- **Work task**: Whenever a line in the records below contains "nodes", pick it out.

- **Data section**:
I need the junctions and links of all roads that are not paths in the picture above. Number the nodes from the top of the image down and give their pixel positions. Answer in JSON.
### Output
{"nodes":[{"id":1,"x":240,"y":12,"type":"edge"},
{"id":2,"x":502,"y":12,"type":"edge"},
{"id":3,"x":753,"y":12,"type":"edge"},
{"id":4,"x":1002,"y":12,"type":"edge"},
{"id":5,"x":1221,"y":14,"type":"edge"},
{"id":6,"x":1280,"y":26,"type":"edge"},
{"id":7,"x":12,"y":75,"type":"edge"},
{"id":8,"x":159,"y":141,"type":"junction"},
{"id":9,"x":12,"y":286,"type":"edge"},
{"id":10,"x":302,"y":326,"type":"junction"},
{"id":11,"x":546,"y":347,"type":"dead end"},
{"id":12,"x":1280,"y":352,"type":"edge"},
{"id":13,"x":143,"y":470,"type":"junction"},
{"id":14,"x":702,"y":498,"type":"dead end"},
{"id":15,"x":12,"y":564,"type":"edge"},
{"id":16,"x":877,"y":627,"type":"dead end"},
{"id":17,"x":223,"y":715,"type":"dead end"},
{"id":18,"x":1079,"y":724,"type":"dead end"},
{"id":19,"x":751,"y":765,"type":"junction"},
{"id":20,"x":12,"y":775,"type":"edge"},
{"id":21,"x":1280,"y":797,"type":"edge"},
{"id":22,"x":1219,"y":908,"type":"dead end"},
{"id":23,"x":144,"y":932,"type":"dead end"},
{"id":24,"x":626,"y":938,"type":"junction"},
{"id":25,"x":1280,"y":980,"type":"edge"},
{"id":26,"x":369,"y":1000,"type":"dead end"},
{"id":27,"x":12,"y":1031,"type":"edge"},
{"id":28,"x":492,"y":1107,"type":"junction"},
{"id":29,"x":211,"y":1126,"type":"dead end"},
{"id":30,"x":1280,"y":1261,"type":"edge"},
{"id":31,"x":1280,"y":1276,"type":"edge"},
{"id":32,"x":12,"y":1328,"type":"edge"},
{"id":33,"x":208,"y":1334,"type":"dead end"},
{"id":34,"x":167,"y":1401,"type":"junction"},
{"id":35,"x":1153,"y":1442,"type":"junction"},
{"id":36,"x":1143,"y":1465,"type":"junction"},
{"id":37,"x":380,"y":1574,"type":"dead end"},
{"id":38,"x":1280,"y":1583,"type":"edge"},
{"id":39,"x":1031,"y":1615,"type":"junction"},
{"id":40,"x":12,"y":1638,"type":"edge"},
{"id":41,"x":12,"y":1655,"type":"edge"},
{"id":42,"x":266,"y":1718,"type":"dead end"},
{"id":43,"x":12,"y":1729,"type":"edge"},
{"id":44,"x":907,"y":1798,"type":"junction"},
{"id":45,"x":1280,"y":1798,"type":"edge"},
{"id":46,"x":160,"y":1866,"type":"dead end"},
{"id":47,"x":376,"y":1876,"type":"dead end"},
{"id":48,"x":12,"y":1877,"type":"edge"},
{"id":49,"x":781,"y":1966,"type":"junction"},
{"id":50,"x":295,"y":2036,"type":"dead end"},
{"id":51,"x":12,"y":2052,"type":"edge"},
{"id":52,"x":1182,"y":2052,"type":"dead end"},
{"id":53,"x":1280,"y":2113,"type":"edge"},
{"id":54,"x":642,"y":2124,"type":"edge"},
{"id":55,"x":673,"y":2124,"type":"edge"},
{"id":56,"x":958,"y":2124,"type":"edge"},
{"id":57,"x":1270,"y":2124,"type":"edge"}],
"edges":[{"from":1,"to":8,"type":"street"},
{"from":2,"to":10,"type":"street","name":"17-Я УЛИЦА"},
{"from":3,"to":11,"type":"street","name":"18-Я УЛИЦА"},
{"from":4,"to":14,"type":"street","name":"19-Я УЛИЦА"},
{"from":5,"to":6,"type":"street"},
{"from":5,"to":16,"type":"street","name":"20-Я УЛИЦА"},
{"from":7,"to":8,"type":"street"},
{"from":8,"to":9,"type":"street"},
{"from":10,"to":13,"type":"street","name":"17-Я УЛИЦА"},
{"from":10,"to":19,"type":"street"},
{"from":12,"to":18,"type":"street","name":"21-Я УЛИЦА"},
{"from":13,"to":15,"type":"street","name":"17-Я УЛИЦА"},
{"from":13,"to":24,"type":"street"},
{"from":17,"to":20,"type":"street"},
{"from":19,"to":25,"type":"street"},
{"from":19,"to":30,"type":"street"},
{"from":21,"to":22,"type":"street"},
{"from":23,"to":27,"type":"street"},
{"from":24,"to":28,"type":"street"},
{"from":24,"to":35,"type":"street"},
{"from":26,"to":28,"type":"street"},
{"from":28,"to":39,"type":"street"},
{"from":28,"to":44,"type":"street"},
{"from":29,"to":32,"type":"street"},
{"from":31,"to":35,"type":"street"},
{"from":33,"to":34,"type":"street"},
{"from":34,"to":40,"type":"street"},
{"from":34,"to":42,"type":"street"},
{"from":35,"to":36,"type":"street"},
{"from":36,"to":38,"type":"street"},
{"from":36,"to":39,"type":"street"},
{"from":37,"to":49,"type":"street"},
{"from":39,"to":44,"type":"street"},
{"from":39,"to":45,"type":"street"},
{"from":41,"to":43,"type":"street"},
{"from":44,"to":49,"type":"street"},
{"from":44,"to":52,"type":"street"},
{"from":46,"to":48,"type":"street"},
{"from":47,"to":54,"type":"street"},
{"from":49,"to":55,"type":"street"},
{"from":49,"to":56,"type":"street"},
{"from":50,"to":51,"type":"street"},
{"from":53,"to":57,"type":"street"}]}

- **Task response**:
I need the junctions and links of all roads that are not paths in the picture above. Number the nodes from the top of the image down and give their pixel positions. Answer in JSON.
{"nodes":[{"id":1,"x":240,"y":12,"type":"edge"},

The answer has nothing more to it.